Maps of the world covered the walls of the houses of the prominent merchants and patricians. The apartments of the ducal palace were decorated with maps that outlined the trading routes of Venice across the known world. In a painting of the mid-eighteenth century by Pietro Longhi, “The Geography Lesson,” a fashionable patrician lady consults a globe with a pair of compasses in her right hand; an open atlas lies at her feet. Fra Mauro himself, a Benedictine monk from Murano, created a famous mappamundi complete with symbolic detail and scriptural reference. He declared that he had created it “for the meditation of the illustrious rulers” of the city. By the middle of the fifteenth century there was a workshop in Venice devoted wholly to the production of maps.

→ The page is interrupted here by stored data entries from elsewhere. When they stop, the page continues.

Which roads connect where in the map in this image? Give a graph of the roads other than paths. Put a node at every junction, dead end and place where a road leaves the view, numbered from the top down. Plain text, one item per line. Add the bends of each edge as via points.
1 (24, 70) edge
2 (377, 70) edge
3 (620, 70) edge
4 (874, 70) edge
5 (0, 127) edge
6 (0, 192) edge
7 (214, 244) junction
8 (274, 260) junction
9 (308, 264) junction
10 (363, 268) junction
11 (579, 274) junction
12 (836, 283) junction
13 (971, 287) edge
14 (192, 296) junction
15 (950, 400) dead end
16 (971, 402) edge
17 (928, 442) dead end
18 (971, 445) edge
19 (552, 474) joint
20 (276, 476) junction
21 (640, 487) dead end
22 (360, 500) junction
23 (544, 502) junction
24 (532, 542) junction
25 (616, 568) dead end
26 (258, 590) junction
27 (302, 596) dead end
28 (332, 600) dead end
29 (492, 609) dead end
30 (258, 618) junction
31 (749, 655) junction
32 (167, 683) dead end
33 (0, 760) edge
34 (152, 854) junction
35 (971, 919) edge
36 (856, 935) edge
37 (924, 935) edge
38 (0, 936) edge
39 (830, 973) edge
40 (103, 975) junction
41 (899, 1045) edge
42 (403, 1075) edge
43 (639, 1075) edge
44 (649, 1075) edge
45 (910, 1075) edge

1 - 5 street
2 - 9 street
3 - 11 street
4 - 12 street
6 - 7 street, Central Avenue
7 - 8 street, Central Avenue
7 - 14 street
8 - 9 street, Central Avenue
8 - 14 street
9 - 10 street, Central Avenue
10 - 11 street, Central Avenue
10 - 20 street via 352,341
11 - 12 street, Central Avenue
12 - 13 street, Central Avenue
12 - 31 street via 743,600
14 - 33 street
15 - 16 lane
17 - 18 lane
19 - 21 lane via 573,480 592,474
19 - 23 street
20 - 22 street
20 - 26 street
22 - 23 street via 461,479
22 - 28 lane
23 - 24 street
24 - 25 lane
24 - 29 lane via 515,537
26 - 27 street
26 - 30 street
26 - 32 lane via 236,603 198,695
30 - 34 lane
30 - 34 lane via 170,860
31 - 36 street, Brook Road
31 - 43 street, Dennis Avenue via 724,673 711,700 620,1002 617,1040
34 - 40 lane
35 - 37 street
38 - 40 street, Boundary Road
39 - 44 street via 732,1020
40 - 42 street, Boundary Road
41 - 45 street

The Venetian map-makers were particularly renowned for their portolano charts, maps of coastlines designed specifically for the use of sailors. In 1648 there was established in Venice an Academy of the Argonauts that specialised in the publication of maps and globes.
It is no wonder, therefore, that a copy of The Travels of Marco Polo was kept in the Rialto. Polo is the most famous of all Venetians, with the possible exception of Casanova, and he is the most famous of all travellers. His was in one sense a typical Venetian business story. He was part of a trading family. There were once two brothers, born in the Venetian parish of S. Giovanni Grisostomo, who were at the head of a mercantile house in Constantinople; it was a branch of their family business. They were patricians but, in Venice, patricians thrived on trade.
In 1260 Niccolò and Matteo Polo, at a time of great turmoil in the Byzantine city, decided to travel east in order to find new markets. They took with them a stock of jewels, well hidden in their clothes, and began a long journey into Central Asia. They made their way to the city of Bukhara, in the region now known as Uzbekistan, where wars and rumours of war delayed their progress for almost three years. It was their good fortune, however, to become acquainted with some envoys on their way to the court of the Great Khan, “the lord of all the Tartars in the world.” It was not an opportunity to be missed. So they travelled to the city of Kublai Khan. The emperor was courteous and inquisitive; he questioned them closely about the laws and customs of their society. At the end of their stay in Peking, he entrusted them with a message for the pope and requested them to return to him with oil taken from the lamps that burned before the sepulchre of Christ in Jerusalem.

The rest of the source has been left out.